**Records from a data collection**.
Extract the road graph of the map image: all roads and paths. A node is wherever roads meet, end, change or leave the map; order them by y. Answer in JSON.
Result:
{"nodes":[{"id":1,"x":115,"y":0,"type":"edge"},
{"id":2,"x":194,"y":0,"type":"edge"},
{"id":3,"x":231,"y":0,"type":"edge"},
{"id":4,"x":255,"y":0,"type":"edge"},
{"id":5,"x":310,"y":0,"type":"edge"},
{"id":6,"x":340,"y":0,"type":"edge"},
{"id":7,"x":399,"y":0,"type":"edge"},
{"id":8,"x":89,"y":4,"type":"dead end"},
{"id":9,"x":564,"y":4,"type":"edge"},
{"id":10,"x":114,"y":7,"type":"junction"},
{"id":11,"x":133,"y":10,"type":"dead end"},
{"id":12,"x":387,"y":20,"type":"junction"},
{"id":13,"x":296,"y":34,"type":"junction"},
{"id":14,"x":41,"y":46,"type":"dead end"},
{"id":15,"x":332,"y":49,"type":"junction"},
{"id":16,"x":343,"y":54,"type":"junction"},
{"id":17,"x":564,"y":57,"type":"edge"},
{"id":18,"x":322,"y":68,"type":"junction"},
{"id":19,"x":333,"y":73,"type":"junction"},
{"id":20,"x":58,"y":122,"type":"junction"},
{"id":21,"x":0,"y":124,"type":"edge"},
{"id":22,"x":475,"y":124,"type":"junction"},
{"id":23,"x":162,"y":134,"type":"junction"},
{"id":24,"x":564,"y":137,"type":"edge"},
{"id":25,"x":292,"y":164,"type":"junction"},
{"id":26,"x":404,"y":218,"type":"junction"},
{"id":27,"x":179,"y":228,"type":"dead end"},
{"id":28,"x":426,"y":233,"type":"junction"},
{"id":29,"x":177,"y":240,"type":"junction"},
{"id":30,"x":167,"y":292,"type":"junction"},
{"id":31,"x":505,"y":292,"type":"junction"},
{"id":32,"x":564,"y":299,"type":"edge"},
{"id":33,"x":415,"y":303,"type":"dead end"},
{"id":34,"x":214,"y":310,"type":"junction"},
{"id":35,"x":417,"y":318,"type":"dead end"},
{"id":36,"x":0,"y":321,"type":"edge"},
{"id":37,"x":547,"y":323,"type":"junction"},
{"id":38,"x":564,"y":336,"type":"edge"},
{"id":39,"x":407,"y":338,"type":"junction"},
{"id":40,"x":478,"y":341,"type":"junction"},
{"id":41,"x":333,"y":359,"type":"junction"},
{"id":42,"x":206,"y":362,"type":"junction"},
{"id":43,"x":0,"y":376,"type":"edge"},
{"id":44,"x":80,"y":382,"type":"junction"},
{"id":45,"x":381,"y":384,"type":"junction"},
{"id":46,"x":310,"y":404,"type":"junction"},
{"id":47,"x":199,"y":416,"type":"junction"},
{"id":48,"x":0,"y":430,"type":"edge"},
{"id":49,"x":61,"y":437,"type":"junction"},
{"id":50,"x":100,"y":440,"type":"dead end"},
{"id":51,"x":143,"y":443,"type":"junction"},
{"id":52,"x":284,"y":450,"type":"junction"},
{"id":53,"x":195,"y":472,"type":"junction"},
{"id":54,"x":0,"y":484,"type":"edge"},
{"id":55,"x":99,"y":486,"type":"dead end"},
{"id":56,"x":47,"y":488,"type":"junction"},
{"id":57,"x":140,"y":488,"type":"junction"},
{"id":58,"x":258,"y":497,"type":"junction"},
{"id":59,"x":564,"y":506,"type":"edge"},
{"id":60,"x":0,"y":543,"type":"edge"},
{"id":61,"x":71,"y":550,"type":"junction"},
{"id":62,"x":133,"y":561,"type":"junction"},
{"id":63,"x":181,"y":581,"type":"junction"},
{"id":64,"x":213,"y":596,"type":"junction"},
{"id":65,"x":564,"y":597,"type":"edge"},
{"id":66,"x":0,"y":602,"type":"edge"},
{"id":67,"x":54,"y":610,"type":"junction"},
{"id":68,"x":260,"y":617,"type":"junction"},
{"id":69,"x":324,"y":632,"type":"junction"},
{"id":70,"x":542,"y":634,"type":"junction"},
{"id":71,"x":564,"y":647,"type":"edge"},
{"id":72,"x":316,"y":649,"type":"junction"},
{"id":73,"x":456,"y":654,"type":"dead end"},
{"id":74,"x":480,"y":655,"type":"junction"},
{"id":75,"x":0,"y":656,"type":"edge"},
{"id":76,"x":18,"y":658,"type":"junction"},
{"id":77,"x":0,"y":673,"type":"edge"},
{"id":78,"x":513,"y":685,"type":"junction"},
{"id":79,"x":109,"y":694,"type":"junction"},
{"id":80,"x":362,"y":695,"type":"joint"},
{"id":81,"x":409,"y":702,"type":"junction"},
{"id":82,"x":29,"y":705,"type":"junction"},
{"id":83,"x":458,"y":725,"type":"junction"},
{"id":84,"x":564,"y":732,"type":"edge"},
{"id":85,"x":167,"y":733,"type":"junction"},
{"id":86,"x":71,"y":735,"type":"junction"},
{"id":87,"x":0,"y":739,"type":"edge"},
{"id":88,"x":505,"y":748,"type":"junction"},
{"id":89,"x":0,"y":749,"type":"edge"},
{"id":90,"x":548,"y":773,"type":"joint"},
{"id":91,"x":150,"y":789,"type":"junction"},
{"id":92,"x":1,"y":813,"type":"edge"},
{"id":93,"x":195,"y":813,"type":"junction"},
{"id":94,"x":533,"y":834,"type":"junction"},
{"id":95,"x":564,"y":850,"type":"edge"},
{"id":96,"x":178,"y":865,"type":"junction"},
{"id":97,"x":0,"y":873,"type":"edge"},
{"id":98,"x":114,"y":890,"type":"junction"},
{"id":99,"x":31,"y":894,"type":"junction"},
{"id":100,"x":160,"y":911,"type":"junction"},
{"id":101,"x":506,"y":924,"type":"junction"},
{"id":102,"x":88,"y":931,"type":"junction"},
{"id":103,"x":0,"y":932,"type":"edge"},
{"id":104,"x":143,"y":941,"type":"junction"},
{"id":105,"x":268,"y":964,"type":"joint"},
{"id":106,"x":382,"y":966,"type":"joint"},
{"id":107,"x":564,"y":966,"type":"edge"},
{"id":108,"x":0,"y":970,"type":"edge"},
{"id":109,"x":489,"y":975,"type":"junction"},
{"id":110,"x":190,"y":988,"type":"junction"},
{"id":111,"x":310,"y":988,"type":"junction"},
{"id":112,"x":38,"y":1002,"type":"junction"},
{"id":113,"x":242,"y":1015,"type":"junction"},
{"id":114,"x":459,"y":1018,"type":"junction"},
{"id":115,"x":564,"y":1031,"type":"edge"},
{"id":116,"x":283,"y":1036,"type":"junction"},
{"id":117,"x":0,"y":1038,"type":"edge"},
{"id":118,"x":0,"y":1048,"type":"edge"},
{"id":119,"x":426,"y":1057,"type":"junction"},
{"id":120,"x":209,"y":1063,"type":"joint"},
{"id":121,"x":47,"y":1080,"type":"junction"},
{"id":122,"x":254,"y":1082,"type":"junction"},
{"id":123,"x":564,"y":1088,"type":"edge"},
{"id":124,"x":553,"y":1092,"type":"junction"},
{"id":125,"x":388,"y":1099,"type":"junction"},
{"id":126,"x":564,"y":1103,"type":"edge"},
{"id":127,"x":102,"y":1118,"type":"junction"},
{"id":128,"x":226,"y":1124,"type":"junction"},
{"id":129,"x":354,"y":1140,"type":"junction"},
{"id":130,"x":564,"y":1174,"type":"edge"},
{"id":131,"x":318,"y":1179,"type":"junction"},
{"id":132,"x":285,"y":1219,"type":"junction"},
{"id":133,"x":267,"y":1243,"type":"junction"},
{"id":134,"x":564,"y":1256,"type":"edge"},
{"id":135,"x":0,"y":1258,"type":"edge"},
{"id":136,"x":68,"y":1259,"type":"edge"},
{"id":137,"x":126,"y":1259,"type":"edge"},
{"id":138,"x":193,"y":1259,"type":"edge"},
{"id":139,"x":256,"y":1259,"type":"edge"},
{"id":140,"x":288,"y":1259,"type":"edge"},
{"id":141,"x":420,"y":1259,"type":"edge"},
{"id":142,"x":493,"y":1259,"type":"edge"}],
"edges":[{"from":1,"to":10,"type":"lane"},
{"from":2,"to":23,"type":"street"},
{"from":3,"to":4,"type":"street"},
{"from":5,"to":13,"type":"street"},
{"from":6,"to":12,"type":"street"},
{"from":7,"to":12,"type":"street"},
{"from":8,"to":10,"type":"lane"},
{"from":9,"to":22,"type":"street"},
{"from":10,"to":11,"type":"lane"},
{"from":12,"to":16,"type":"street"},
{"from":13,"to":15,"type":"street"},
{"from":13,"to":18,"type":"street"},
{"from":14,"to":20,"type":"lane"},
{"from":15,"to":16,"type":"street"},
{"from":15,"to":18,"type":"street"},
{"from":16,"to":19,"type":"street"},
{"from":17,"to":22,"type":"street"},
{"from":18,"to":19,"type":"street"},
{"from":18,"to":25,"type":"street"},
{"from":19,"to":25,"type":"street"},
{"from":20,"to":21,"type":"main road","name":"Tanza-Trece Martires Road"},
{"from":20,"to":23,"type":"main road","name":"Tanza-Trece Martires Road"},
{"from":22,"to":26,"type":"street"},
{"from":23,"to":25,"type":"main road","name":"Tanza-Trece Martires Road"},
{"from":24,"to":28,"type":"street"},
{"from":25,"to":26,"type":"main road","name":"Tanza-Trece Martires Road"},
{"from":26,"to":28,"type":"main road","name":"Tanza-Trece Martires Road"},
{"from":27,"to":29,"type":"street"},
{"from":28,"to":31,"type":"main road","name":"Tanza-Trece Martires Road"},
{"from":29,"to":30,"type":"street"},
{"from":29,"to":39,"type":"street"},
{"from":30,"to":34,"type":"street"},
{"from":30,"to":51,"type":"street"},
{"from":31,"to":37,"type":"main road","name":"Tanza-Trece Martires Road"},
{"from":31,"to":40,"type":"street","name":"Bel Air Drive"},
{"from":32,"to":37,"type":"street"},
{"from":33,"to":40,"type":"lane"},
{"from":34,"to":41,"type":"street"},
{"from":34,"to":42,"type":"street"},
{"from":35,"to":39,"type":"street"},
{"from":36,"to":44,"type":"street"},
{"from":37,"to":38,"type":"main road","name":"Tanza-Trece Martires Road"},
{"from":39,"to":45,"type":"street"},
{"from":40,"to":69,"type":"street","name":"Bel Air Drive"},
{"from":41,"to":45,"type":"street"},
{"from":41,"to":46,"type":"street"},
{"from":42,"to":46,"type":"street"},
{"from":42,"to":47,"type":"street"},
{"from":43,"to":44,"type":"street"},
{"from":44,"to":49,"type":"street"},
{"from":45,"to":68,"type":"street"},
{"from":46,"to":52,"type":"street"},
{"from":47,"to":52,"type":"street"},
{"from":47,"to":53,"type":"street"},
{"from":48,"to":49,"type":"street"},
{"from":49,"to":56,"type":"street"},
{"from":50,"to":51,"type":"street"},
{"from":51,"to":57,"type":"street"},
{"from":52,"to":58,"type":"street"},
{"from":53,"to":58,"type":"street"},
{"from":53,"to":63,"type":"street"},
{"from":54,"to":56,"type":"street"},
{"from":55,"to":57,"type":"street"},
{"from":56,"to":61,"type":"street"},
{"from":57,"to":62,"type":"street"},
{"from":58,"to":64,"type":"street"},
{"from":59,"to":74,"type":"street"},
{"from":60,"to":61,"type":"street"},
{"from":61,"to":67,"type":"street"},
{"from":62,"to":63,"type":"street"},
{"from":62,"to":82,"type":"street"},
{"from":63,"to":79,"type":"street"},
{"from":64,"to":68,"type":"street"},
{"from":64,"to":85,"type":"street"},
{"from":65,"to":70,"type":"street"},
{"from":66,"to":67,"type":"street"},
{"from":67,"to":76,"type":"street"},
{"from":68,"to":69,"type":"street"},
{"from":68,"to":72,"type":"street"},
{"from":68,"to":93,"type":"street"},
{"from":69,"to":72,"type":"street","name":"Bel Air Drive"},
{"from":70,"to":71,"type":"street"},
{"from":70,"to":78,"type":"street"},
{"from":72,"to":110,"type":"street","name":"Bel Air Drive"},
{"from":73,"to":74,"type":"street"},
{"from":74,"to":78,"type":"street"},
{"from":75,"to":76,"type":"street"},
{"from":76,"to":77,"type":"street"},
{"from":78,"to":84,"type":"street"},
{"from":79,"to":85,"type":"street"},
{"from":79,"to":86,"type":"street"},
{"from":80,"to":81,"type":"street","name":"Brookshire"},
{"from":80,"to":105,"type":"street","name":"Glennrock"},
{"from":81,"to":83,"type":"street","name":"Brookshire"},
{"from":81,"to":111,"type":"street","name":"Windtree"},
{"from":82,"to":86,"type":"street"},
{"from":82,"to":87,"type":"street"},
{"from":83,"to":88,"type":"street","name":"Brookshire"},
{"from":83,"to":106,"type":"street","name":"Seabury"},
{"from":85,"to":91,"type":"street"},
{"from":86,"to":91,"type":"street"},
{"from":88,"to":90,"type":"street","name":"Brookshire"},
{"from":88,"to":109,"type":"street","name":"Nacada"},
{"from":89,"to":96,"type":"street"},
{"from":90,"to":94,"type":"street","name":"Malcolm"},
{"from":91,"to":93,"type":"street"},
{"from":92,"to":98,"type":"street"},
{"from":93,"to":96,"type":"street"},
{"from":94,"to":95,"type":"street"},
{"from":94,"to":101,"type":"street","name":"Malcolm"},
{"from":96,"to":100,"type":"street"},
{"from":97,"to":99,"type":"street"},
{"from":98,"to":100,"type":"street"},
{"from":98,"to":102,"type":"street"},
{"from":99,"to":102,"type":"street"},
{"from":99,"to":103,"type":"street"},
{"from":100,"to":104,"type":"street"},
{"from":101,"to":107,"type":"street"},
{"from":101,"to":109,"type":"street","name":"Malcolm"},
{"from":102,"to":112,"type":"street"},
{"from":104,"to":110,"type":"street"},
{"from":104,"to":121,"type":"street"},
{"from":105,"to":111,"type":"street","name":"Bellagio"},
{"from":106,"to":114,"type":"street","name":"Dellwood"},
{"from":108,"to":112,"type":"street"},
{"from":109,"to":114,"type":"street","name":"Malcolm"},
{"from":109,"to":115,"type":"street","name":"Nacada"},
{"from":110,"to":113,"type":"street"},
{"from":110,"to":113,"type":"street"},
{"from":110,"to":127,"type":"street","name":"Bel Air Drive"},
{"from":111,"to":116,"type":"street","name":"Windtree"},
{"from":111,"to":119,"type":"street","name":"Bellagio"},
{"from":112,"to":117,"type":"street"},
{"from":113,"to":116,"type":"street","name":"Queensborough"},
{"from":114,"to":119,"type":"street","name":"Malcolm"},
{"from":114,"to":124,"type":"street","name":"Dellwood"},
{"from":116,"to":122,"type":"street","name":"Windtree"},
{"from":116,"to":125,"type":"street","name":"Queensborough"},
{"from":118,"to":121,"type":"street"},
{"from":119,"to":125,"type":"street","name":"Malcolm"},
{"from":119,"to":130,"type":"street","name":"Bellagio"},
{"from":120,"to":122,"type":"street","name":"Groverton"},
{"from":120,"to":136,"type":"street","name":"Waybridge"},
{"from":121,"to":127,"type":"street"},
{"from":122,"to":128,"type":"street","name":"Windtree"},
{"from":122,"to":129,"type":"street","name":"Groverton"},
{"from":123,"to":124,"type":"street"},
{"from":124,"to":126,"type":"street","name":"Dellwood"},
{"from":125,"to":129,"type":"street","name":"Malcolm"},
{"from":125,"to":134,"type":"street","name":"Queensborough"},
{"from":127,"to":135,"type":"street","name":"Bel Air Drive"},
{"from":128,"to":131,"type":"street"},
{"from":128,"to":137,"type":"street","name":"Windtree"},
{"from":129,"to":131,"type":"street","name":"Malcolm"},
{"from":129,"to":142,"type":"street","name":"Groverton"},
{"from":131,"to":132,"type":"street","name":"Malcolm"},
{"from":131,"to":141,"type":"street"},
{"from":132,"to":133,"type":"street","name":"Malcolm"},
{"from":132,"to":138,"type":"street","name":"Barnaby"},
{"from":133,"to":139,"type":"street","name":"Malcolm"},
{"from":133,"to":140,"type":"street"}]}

...

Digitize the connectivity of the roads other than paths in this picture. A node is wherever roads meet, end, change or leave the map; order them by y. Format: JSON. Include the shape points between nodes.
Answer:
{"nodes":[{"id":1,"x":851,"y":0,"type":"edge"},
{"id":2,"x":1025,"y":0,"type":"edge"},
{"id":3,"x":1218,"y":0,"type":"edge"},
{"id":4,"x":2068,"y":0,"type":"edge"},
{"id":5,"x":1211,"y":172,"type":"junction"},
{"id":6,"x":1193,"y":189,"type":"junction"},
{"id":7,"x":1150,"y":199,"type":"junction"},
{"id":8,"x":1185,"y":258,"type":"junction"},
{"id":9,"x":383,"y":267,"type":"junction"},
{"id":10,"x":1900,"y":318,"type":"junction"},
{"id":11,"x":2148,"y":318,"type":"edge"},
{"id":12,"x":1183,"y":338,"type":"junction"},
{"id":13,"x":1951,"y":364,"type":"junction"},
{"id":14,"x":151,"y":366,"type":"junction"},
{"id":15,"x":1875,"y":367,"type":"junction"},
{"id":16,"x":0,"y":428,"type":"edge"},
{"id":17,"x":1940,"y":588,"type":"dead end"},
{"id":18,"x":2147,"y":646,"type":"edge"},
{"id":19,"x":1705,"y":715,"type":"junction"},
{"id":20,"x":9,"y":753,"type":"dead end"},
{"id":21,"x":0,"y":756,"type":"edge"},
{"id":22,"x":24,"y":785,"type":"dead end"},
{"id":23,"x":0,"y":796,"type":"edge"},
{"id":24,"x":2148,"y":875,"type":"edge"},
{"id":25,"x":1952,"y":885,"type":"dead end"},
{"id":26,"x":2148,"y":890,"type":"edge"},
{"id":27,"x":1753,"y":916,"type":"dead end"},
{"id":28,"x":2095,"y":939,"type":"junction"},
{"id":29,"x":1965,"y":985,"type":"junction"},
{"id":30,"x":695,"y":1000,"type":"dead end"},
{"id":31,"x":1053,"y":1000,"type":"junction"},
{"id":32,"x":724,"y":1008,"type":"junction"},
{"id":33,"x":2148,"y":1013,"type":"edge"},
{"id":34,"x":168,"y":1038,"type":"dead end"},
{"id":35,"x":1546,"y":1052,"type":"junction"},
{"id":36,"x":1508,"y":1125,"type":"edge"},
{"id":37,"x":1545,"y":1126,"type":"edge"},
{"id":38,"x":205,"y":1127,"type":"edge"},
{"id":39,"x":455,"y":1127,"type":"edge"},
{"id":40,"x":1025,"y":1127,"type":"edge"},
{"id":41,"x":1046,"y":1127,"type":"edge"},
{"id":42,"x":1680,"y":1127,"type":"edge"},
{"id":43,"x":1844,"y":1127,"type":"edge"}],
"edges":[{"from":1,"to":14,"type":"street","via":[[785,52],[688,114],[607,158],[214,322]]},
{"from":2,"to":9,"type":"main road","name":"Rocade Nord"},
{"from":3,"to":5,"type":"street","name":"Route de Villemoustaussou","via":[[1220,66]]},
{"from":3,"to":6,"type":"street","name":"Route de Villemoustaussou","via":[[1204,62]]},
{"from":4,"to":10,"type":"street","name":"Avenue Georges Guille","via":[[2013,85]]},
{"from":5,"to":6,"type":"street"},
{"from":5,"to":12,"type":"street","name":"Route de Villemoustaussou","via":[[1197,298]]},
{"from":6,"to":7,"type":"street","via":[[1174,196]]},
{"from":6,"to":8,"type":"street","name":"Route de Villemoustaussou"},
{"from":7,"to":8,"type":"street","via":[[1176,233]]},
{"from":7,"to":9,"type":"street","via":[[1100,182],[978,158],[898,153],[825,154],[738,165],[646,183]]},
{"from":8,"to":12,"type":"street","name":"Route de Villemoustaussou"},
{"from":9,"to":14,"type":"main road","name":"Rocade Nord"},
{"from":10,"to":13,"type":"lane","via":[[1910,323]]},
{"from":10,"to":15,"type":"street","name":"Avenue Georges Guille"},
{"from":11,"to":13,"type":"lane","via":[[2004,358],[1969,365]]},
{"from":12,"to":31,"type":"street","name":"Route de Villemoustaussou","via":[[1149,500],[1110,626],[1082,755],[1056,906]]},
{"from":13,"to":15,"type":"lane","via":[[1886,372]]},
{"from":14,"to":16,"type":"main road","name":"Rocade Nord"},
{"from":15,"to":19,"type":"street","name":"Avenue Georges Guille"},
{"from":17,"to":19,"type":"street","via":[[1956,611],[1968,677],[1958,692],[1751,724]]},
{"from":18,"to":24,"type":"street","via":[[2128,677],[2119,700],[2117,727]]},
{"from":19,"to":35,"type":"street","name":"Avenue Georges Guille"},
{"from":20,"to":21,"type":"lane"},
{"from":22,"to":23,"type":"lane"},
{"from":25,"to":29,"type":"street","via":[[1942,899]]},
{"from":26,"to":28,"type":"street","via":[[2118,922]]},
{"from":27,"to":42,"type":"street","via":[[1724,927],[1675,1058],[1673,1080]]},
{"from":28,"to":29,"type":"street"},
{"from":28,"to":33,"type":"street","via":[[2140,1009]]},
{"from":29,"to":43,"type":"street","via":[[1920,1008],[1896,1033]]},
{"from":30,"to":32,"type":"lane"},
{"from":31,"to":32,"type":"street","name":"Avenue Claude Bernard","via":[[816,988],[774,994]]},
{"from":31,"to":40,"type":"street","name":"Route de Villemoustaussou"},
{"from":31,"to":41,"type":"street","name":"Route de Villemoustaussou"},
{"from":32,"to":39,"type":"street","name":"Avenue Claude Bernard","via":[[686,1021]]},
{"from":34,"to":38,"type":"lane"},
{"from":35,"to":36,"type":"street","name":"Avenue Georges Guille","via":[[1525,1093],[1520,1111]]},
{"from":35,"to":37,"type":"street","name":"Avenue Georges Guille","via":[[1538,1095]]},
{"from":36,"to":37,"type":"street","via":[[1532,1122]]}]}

**What to produce**.
Give only the number of lines above that hold the string "Groverton".

**Response box**.
3